Susan Einbinder is the author of After the Black Death: Plague and Commemoration among Iberian Jews (Philadelphia 2018) and two monographs on medieval French Jews, Beautiful Death: Jewish Poetry and Martyrdom from Medieval France (Princeton 2002) and No Place of Rest: Literature, Expulsion and the Memory of Medieval France (Philadelphia 2009).  Since 2012, she has been Professor of Hebrew and Judaic Studies at the University of Connecticut.  From 1993-2012, she taught at the Hebrew Union College in Cincinnati.  She is a Fellow of the Medieval Academy of America and a grateful recipient of fellowships from the Guggenheim Foundation, the Institute for Advanced Studies, the NY Public Library’s Cullman Center, the National Humanities Center, the UConn Humanities Institute and more.  This year she will be working on a new project exploring Jewish responses to the plague in late medieval and early modern settings. 



 Dr. Sundar Henny is an historian of early modern Europe, interested in the history of ethnography, comparatism, and archives.

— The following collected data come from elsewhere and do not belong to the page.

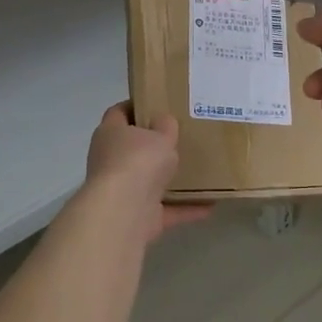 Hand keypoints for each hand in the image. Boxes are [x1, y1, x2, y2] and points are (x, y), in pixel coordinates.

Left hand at [83, 103, 212, 240]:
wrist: (124, 211)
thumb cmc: (138, 160)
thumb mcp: (160, 134)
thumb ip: (165, 126)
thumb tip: (164, 122)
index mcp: (110, 133)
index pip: (119, 112)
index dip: (137, 106)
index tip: (160, 104)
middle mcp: (111, 160)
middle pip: (133, 148)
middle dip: (155, 146)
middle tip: (182, 137)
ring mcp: (122, 190)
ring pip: (148, 181)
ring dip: (170, 180)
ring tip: (198, 172)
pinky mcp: (136, 216)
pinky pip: (165, 210)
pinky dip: (185, 209)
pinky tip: (210, 205)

He is an Ambizione fellow at the University of Bern and a visiting professor at the HCMH. His current project, funded by the Swiss National Science Foundation, is entitled Navel of the World: Cross-Cultural Encounters at the Church of the Holy Sepulchre, 1400–1600. In this project, Christianity’s most prominent pilgrimage destination in Jerusalem serves as a prism for the study of late medieval and early modern notions of cultural and religious diversity. The project takes into account sources from Latin (Western European) as well as from Armenian and Greek pilgrims and residents.

In the past, Sundar worked on autobiographical writing in 17th-century Zurich. A revised version of his doctoral thesis (University of Basel, 2012) appeared as Vom Leib geschrieben: Der Mikrokosmos Zürich und seine Selbstzeugnisse im 17. Jahrhundert (Böhlau, 2016). He has conducted postdoctoral research on the reception of Strabo at the University of Cambridge and Princeton University and taught at the Universities of Basel, Bern, and Lucerne. In 2018, he published an edition with commentary of Isaak Iselin’s Geschichte der Menschheit (1764), an Enlightenment classic and the first history of mankind in German.




Currently an American Council for Learned Societies Fellow, Dr. Fabien Montcher is preparing for publication a monograph entitled “Scholars of Fortune: Conflicts and the Making of Politics in Early Modern Empires.” Departing from his expertise in early modern Iberian history (including both the Spanish and the Portuguese empires), his work analyzes scholarly political mediation in the context of Late Renaissance wars. At Haïfa, Fabien will be presenting and discussing a line of research related to the question of how the intellectual networks of the Republic of Letters secured political communication across the Western Mediterranean in the midst of seventeenth-century revolts. This line aims to test concepts such as ‘bibliopolitics’ in order to include in the analysis of early modern information systems the history of political cultures and the social history of knowledge.